Five hours later, Neal Wallace, board president of the South County Community Food Bank, was celebrating with a cup of coffee and a donut, toasting the safe arrival of the portables at their new home.
“There were really very few hitches,” Wallace said.
Once used as classrooms at the former Cannon Beach Elementary School, the portables were donated by the Seaside School District to begin a new life as the South County Community Food Bank. The portables will be set up on property the food bank bought on U.S. Highway 101 northeast of Seaside High School.
Despite cars parked where they shouldn’t be, a few tight turns for the 12-foot to 14-foot-wide loads and a wobbly wheel bearing on one of the trailers that halted the trip down the Cannon Beach hill for a short while, the mission was accomplished with aplomb.
“This is a real thrill,” said Mary Blake, a food bank board member who brought the coffee, donuts and water to the site to refresh weary workers.
Chuck Miner, a Seaside Chamber of Commerce board member, who also came to watch the procession of the portables, agreed with Blake.
“This is a great community,” Miner said. “It takes so many people; it’s awesome that so many have helped with this.”
The move actually started nearly three years ago when the chamber of commerce and the food bank boards partnered to begin a fundraising campaign. The food bank’s former building, donated by the Seaside Moose Lodge, needed major repairs. It was too small to contain the hundreds of families seeking food boxes every month and to store the food properly.
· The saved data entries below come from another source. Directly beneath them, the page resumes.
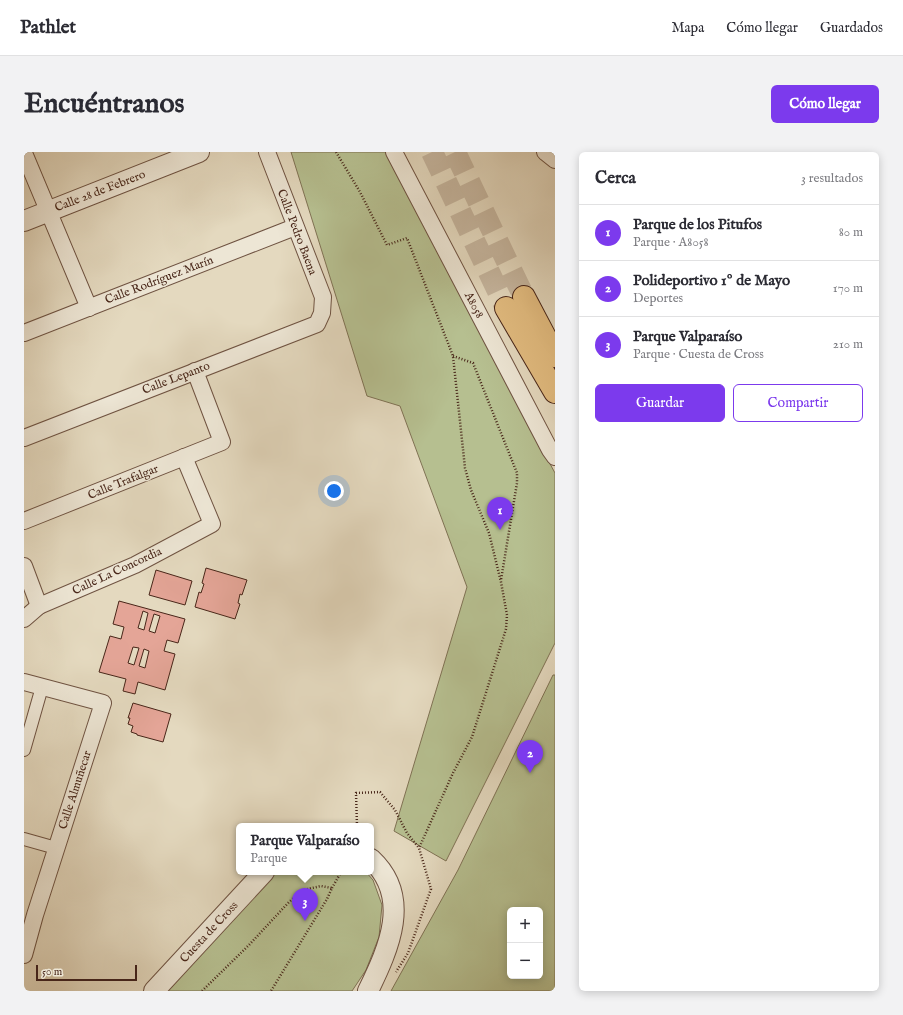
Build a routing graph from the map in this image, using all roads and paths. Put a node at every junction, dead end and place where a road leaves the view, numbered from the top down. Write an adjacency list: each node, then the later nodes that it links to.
1 (199, 152): 8 (street, Calle 28 de Febrero)
2 (267, 152): 10 (street, Calle Pedro Baena)
3 (336, 152): 16 (path)
4 (394, 152): 21 (street, A8058)
5 (545, 152): 7 (street)
6 (24, 153): 8 (street)
7 (555, 160)
8 (48, 211): 9 (street, Calle 28 de Febrero); 12 (street)
9 (24, 221)
10 (295, 227): 12 (street, Calle Rodríguez Marín); 13 (street, Calle Pedro Baena)
11 (515, 302): 14 (highway); 17 (highway); 19 (highway)
12 (88, 308): 15 (street, Calle Rodríguez Marín)
13 (322, 313): 18 (street, Calle Lepanto)
14 (555, 332)
15 (24, 333)
16 (453, 356): 25 (path); 25 (path)
17 (555, 356)
18 (195, 371): 20 (street, Calle Lepanto); 22 (street, Calle Trafalgar)
19 (555, 392)
20 (24, 438)
21 (555, 457)
22 (184, 458): 23 (street, Calle Trafalgar); 26 (street, Calle La Concordia)
23 (24, 521)
24 (24, 566): 26 (street)
25 (501, 582): 34 (path)
26 (39, 606): 27 (street, Calle La Concordia)
27 (24, 619)
28 (24, 682): 29 (street, Calle Almuñecar)
29 (42, 687): 30 (street); 33 (street, Calle Almuñecar)
30 (24, 750)
31 (358, 823): 34 (path)
32 (24, 839): 33 (street)
33 (56, 848): 39 (street, Calle Almuñecar)
34 (419, 848): 41 (path)
35 (374, 862): 45 (street)
36 (261, 875): 42 (street, Cuesta de Cross)
37 (339, 875): 38 (path)
38 (332, 888): 43 (path); 44 (path)
39 (29, 914): 40 (street, Calle Almuñecar)
40 (24, 955)
41 (392, 978)
42 (154, 991)
43 (202, 991)
44 (271, 991)
45 (368, 991)

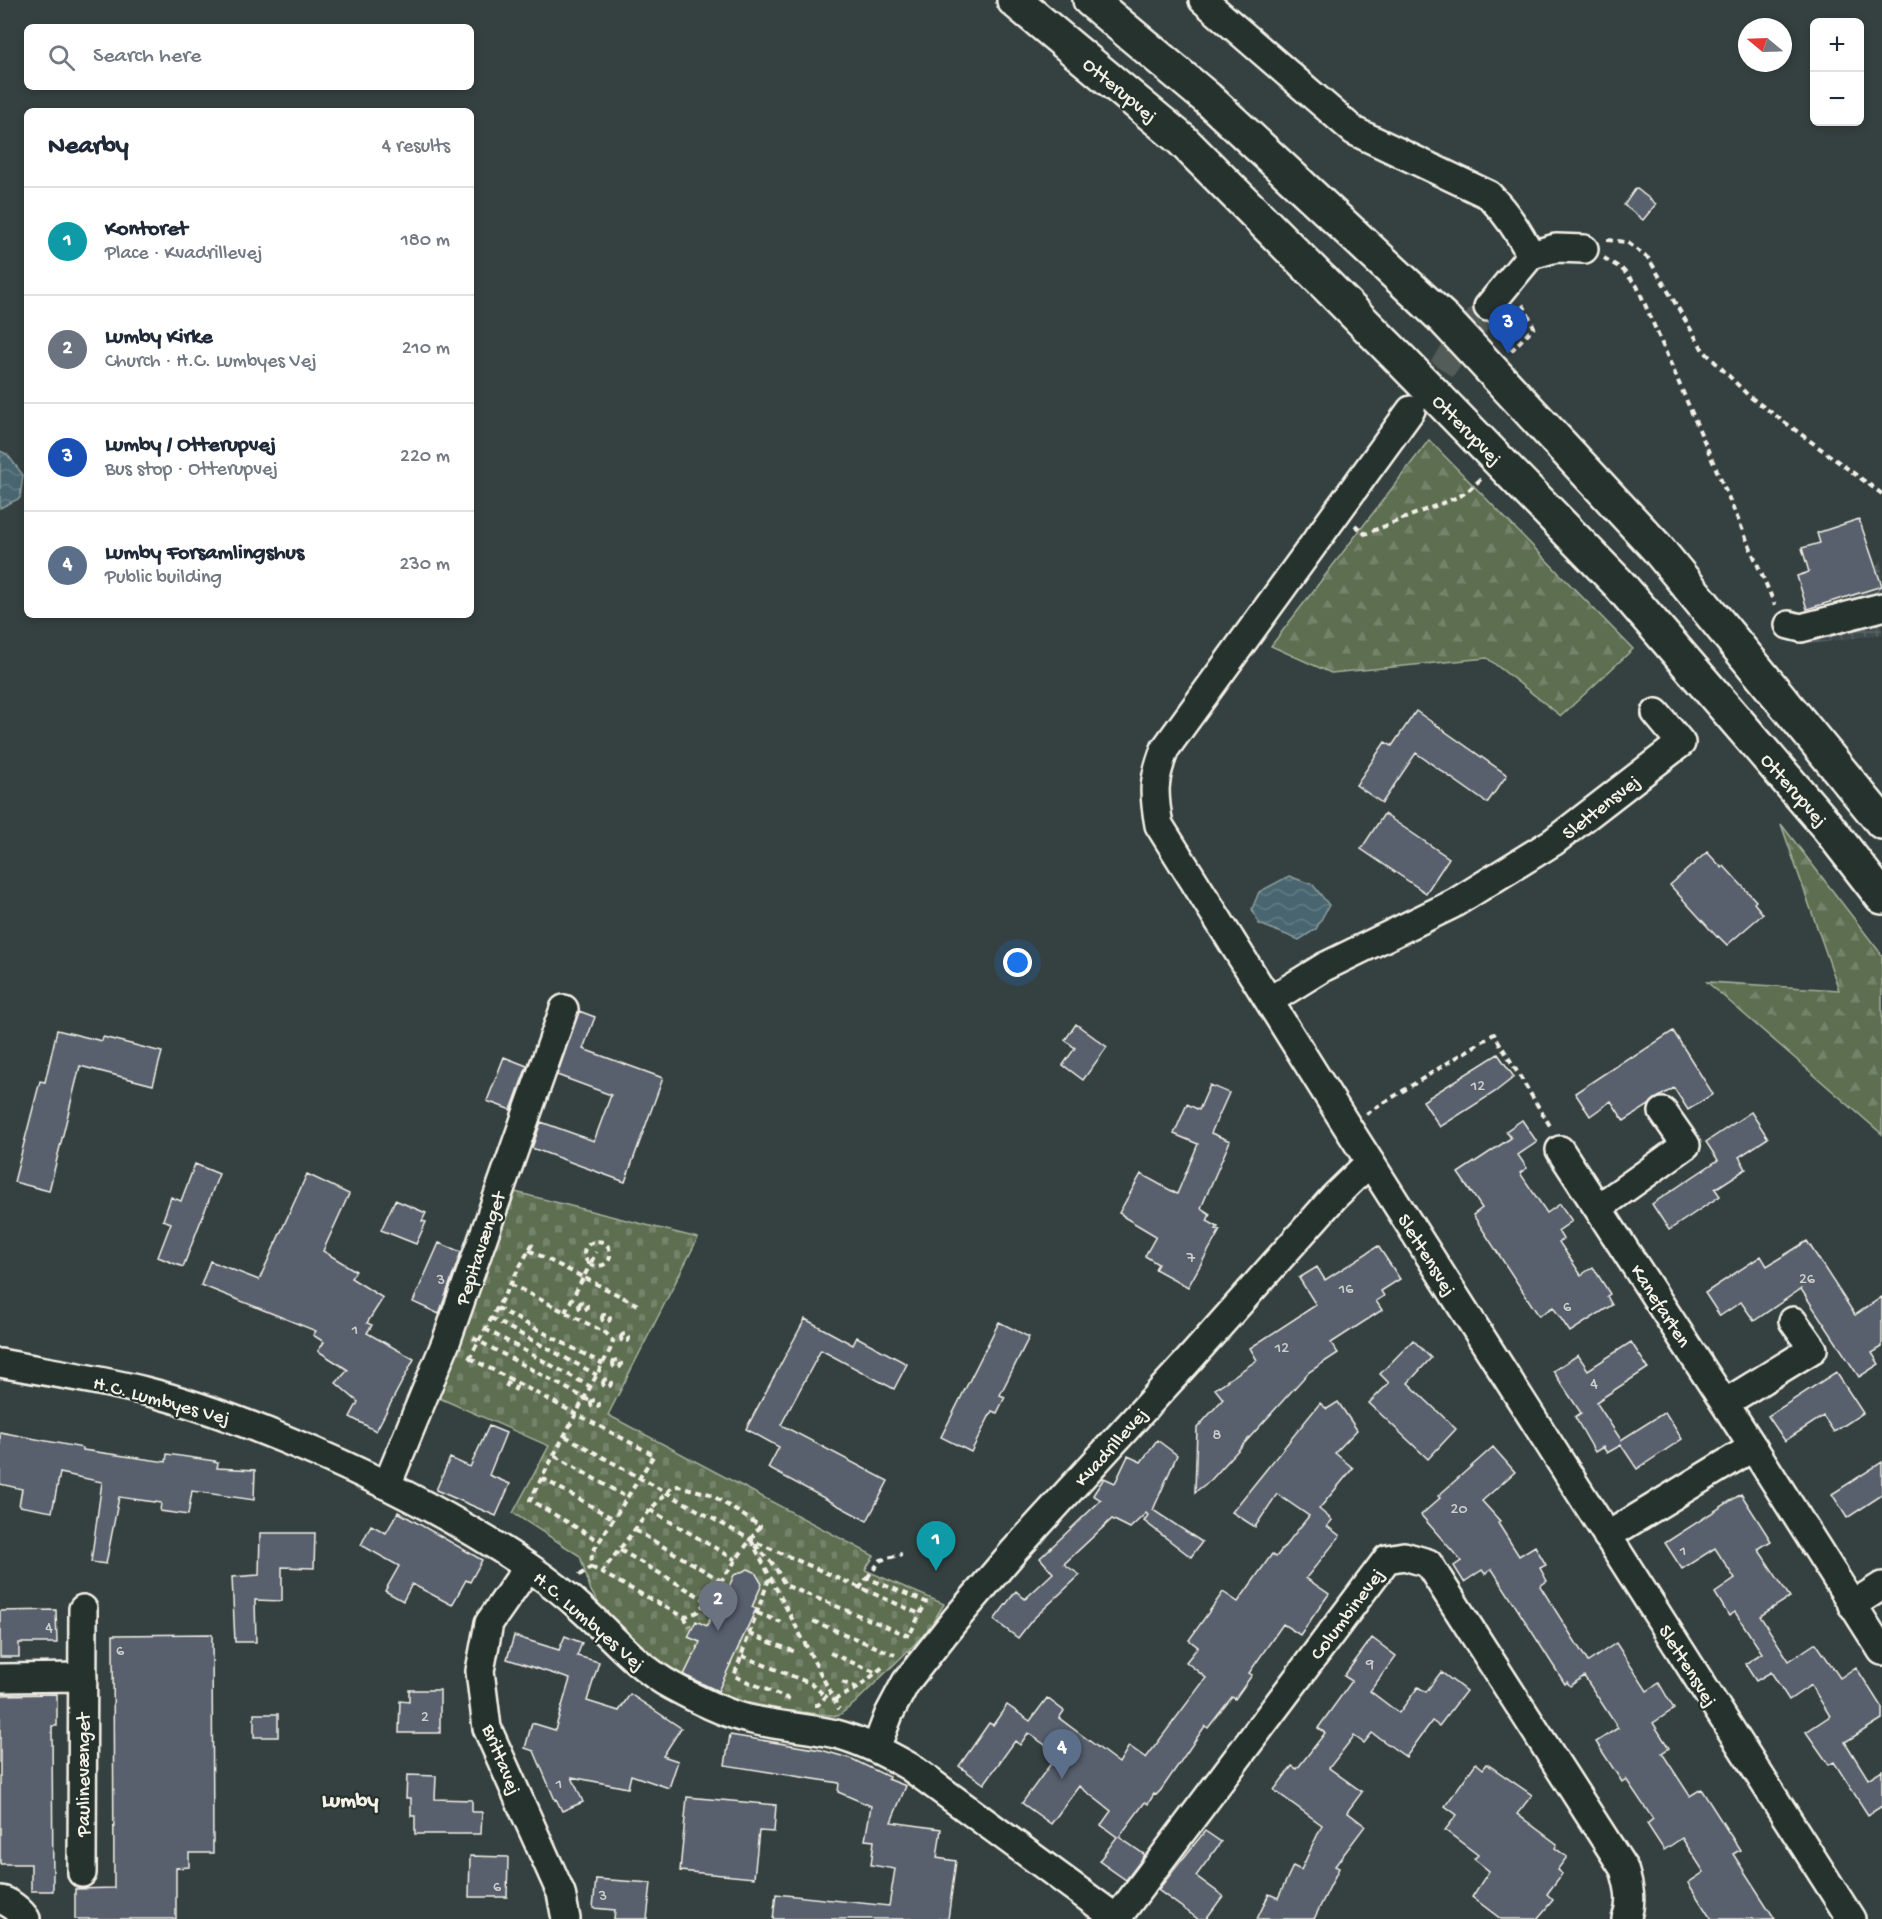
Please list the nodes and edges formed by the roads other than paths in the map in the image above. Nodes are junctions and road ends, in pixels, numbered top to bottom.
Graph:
1 (1014, 0) edge
2 (1090, 0) edge
3 (1203, 0) edge
4 (1584, 249) road end
5 (1531, 255) junction
6 (1496, 297) tunnel mouth
7 (1411, 410) tunnel mouth
8 (1882, 607) edge
9 (1789, 625) road end
10 (1656, 713) dead end
11 (1882, 822) edge
12 (1882, 897) edge
13 (1269, 1001) junction
14 (564, 1009) dead end
15 (1662, 1112) dead end
16 (1560, 1150) road end
17 (1370, 1162) junction
18 (1598, 1208) junction
19 (1792, 1321) dead end
20 (0, 1363) edge
21 (1725, 1403) junction
22 (1753, 1447) junction
23 (387, 1485) junction
24 (1607, 1536) junction
25 (528, 1567) junction
26 (1882, 1586) edge
27 (1852, 1605) junction
28 (83, 1609) dead end
29 (1882, 1651) edge
30 (83, 1677) junction
31 (0, 1678) edge
32 (876, 1748) junction
33 (82, 1873) dead end
34 (0, 1900) edge
35 (26, 1919) edge
36 (566, 1919) edge
37 (1117, 1919) edge
38 (1626, 1919) edge
39 (1851, 1919) edge

1 - 12 main road, Otterupvej
2 - 11 main road
3 - 5 street
4 - 5 street
5 - 6 street
7 - 13 street
8 - 9 street
10 - 13 street, Slettensvej
13 - 17 street, Slettensvej
14 - 23 street, Pepitavænget
15 - 18 street
16 - 18 street, Kanefarten
17 - 24 street, Slettensvej
17 - 32 street, Kvadrillevej
18 - 21 street, Kanefarten
19 - 21 street
20 - 23 street, H.C. Lumbyes Vej
21 - 22 street, Kanefarten
22 - 24 street
22 - 27 street, Kanefarten
23 - 25 street, H.C. Lumbyes Vej
24 - 39 street, Slettensvej
25 - 32 street, H.C. Lumbyes Vej
25 - 36 street, Brittavej
26 - 27 street
27 - 29 street, Kanefarten
28 - 30 street, Paulinevænget
30 - 31 street
30 - 33 street, Paulinevænget
32 - 37 street, H.C. Lumbyes Vej
34 - 35 street
37 - 38 street, Columbinevej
And, the property was for sale.
When then chamber of commerce Director Al Smiles announced that the chamber would help the food bank find a new building, donations — from the chamber foundation, the food bank board, Seaside Rotary, Port of Astoria, Pacific Power, the city of Seaside and others — totaled nearly $65,000.
But negotiations over a potential site faltered for many months, and finding a suitable building in the right location wasn’t easy. The food bank board searched for grants from foundations, but, until the board could find a site, the foundations were reluctant to make commitments. The food bank board began the application process for a state-administered community development block grant, but the amount of documentation required and the potential restrictions placed on the location discouraged the board.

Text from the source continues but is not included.